Its making me dread meeting up, as it’s hard to navigate being open, honest and vulnerable with also not wanting to seem like I’m gloating or showing off. I need these meet ups as I get so lonely but I hate navigating the questions, at first a ‘oh she was ok last night’ would suffice but now we are all closer and more open people probe more, sometimes for advice, but I often feel uncomfortable being honest when you clearly have an ‘easier’ time of it than everyone else around you.

Does anyone have any advice in terms of how to navigate this?

OP posts:
TimesRwo · 06/06/2023 18:48

Have they actually commented, or do you feel self conscious about it?

DS was and still is a terrible sleeper. Meanwhile I knew a couple of mums whose children slept through from a few weeks old. If anything, it reassured me that it’s not what I’m doing but just the nature of the babies. I certainly didn’t feel jealous or feel like they were boasting.

Mumtobabyhavoc · 06/06/2023 18:48

Misery loves company, right? If you feel ostracized find another group.
Like you, I was fairly lucky with an easy baby. I definitely had a struggle with awake/asleep/awake/asleep night feeds, but napped when baby did and felt ok. Recovered easily from c-section. Again, lucky.
If they're complaining just remember it's not that you are doing things right and them wrong. Just listen, be supportive, don't offer advice, and say "I'm lucky and enjoying it while I can." 😊

mondaytosunday · 06/06/2023 18:54

So you just don't go on and on and on about it. You can smile and commiserate and just say as PP suggest.
My first baby was a good sleeper too. A late walker though. We had kids who could hold their heads up at six weeks and one child walked at nine months (it looked kinda bizarre she was little too). Others had bad reflux and seemed to cry non stop (that would be my second).
It's natural to compare, but as long as you aren't smug about it I'm sure they will be pleased for you if anything.

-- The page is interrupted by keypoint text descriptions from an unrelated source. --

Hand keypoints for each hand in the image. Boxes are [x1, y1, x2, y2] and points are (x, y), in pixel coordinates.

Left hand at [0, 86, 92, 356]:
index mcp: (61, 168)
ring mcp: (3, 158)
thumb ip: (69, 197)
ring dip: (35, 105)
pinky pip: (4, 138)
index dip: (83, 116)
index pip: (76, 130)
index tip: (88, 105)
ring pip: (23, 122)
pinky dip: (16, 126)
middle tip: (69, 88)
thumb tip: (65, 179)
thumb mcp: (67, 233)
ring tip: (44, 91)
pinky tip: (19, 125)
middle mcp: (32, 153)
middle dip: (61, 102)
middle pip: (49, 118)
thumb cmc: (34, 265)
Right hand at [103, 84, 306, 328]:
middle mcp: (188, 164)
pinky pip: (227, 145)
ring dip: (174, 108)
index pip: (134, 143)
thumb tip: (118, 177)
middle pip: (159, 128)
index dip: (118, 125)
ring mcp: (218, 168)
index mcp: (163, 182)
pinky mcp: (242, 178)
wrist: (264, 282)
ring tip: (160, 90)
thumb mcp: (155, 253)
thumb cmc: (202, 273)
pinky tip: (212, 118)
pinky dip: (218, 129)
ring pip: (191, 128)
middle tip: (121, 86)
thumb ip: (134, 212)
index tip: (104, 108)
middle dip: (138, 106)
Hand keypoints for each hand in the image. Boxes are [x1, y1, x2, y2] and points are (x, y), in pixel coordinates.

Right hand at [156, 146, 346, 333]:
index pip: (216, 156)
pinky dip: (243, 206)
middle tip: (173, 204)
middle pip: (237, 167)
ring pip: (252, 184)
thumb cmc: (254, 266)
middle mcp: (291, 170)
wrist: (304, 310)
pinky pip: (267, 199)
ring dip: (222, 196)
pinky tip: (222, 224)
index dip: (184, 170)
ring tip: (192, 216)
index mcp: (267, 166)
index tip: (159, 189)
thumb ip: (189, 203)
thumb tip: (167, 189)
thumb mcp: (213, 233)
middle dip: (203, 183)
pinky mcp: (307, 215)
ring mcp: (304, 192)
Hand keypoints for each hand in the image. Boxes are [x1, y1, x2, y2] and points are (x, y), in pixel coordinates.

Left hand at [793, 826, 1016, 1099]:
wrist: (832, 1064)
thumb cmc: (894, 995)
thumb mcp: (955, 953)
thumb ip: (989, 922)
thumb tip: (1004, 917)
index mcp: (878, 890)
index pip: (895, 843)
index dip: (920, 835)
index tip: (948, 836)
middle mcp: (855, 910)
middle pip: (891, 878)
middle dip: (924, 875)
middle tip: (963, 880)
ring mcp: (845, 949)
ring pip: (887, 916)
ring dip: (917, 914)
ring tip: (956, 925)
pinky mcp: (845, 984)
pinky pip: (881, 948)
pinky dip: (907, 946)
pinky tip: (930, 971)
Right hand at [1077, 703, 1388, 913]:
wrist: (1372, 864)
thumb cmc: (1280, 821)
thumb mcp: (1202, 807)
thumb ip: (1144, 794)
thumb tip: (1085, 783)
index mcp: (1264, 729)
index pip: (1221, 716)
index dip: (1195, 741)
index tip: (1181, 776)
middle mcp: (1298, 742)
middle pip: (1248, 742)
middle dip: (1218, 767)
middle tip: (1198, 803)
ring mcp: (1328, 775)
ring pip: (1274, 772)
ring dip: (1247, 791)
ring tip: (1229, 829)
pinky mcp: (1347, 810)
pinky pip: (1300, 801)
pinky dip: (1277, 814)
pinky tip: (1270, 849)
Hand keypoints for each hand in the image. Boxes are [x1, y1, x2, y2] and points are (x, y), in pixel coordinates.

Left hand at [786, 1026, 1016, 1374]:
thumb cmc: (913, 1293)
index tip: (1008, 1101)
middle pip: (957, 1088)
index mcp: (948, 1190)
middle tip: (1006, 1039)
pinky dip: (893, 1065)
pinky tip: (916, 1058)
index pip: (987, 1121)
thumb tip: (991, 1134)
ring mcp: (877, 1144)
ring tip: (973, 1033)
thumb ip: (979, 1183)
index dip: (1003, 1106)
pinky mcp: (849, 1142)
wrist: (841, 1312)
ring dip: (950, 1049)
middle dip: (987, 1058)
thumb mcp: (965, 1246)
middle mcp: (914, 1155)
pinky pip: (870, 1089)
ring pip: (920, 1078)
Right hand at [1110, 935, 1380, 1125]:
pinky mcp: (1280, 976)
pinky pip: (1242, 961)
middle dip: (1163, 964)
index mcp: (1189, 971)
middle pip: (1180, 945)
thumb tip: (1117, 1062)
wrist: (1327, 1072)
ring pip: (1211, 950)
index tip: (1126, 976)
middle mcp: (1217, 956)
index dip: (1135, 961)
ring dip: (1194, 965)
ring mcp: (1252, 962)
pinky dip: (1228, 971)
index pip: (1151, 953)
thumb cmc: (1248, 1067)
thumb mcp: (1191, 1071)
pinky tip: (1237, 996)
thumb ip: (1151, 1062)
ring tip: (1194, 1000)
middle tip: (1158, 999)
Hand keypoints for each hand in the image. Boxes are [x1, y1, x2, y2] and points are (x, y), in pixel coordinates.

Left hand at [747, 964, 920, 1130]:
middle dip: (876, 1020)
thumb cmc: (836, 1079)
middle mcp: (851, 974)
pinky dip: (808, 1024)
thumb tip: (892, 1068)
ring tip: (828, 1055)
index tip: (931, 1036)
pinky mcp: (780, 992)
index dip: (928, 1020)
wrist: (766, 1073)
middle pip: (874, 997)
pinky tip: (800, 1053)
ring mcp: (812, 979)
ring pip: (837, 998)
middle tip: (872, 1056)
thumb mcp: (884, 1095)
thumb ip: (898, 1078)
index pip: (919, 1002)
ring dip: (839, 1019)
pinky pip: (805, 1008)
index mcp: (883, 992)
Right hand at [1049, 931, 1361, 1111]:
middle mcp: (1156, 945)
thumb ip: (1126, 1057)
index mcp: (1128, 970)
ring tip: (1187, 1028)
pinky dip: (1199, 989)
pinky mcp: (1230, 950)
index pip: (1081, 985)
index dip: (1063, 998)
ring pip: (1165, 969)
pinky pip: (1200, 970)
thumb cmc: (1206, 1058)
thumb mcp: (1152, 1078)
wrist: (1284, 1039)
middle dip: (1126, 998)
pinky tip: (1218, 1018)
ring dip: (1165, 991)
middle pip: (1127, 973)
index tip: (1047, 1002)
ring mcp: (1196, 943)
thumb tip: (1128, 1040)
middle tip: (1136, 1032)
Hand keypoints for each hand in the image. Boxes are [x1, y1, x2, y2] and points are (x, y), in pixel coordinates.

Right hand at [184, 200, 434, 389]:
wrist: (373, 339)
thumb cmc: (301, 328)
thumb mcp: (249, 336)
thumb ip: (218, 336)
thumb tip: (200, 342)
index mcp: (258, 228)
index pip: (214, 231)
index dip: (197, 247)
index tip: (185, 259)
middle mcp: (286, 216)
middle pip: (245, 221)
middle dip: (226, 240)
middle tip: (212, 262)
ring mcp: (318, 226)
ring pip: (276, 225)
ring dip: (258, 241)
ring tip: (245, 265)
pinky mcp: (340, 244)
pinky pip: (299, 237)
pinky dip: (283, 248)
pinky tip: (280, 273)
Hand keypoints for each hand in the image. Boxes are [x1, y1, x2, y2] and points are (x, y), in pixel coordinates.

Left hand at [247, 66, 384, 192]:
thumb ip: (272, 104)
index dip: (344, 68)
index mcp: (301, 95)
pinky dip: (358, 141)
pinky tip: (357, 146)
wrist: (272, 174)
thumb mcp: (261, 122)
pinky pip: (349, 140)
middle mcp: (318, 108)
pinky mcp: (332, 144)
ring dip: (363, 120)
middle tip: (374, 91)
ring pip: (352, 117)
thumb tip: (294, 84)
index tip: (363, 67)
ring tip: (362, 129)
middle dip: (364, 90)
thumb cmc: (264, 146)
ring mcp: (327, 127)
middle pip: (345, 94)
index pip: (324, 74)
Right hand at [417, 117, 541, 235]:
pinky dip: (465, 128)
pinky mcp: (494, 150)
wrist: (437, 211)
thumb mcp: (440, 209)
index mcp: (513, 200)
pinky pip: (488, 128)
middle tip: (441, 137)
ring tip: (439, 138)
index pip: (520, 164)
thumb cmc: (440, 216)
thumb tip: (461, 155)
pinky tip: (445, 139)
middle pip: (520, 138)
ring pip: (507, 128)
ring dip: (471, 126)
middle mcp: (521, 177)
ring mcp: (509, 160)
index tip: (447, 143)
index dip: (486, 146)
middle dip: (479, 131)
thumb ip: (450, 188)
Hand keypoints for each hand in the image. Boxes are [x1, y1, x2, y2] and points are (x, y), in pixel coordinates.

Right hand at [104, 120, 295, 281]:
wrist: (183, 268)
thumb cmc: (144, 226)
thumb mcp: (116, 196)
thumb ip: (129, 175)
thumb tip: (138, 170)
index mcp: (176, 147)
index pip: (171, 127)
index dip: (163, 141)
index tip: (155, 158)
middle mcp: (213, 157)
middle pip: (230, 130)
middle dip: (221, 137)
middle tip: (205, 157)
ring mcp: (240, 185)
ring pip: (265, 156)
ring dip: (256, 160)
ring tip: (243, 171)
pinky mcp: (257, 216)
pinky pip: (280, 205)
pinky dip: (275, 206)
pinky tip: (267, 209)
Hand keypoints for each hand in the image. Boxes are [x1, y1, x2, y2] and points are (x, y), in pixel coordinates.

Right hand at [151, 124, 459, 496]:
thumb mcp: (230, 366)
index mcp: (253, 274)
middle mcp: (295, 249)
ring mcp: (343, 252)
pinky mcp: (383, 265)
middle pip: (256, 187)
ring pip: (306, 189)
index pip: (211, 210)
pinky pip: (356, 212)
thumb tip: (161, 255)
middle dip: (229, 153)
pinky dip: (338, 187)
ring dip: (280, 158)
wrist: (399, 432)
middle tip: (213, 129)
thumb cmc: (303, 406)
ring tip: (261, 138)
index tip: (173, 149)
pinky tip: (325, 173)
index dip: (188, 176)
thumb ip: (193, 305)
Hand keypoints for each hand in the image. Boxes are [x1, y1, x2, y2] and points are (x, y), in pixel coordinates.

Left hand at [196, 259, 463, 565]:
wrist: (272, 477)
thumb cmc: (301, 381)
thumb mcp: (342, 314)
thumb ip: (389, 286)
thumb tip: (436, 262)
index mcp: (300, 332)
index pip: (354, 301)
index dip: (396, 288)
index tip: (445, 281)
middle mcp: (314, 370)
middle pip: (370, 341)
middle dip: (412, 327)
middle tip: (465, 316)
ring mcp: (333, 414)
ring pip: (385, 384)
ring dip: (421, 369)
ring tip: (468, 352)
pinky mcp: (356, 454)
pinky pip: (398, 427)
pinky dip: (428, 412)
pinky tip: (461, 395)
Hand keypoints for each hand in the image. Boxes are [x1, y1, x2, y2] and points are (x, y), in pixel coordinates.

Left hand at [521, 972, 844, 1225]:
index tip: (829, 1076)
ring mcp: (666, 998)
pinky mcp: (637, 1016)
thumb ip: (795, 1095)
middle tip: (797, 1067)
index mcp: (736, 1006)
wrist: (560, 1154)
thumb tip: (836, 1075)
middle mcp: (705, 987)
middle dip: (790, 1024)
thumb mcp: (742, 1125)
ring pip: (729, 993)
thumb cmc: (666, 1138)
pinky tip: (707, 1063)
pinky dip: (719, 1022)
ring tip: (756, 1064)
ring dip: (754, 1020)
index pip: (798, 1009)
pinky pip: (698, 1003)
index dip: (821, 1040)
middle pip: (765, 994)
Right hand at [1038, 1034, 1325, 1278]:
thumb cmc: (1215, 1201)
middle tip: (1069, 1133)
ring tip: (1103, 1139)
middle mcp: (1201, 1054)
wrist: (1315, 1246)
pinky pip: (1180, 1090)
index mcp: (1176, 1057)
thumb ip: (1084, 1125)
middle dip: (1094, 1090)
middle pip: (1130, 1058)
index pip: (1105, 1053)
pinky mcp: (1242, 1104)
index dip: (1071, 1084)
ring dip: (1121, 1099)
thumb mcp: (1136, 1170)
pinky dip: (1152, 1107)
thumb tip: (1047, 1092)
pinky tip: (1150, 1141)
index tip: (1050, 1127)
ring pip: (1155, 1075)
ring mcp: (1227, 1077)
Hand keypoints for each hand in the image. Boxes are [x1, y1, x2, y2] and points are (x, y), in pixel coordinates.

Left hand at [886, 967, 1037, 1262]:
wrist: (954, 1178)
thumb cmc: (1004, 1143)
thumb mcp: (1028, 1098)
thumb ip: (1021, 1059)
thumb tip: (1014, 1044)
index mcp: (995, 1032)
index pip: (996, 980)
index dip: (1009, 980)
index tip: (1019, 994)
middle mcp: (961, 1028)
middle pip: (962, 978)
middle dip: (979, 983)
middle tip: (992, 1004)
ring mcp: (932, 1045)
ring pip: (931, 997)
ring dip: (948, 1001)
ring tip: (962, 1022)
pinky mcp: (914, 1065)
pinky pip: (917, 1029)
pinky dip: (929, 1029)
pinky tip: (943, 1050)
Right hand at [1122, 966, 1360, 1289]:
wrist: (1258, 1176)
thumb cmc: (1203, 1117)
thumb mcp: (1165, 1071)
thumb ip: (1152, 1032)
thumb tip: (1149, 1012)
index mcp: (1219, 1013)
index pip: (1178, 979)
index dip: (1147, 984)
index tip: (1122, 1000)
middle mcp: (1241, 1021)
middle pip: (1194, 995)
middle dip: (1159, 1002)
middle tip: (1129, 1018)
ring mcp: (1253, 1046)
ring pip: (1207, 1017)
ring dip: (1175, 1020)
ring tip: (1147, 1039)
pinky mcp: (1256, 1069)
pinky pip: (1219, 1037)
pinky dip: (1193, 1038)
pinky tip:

TomWambsgansSwans · 06/06/2023 18:56

When my baby was little my closest NCT friend had an absolute dream baby - he slept for 12 hours (and still does 🙃), was smiley and joyful and so cute.

My DD was gorgeous but a little ratbag who cried unless she was cuddling me! My friend used to say a vague 'Oh, he slept well last night' if she was asked, as though it was a one-off.

One thing she did do was to sometimes take my DD for a walk so I could have a snooze and I was so grateful! Is that sometime you could volunteer?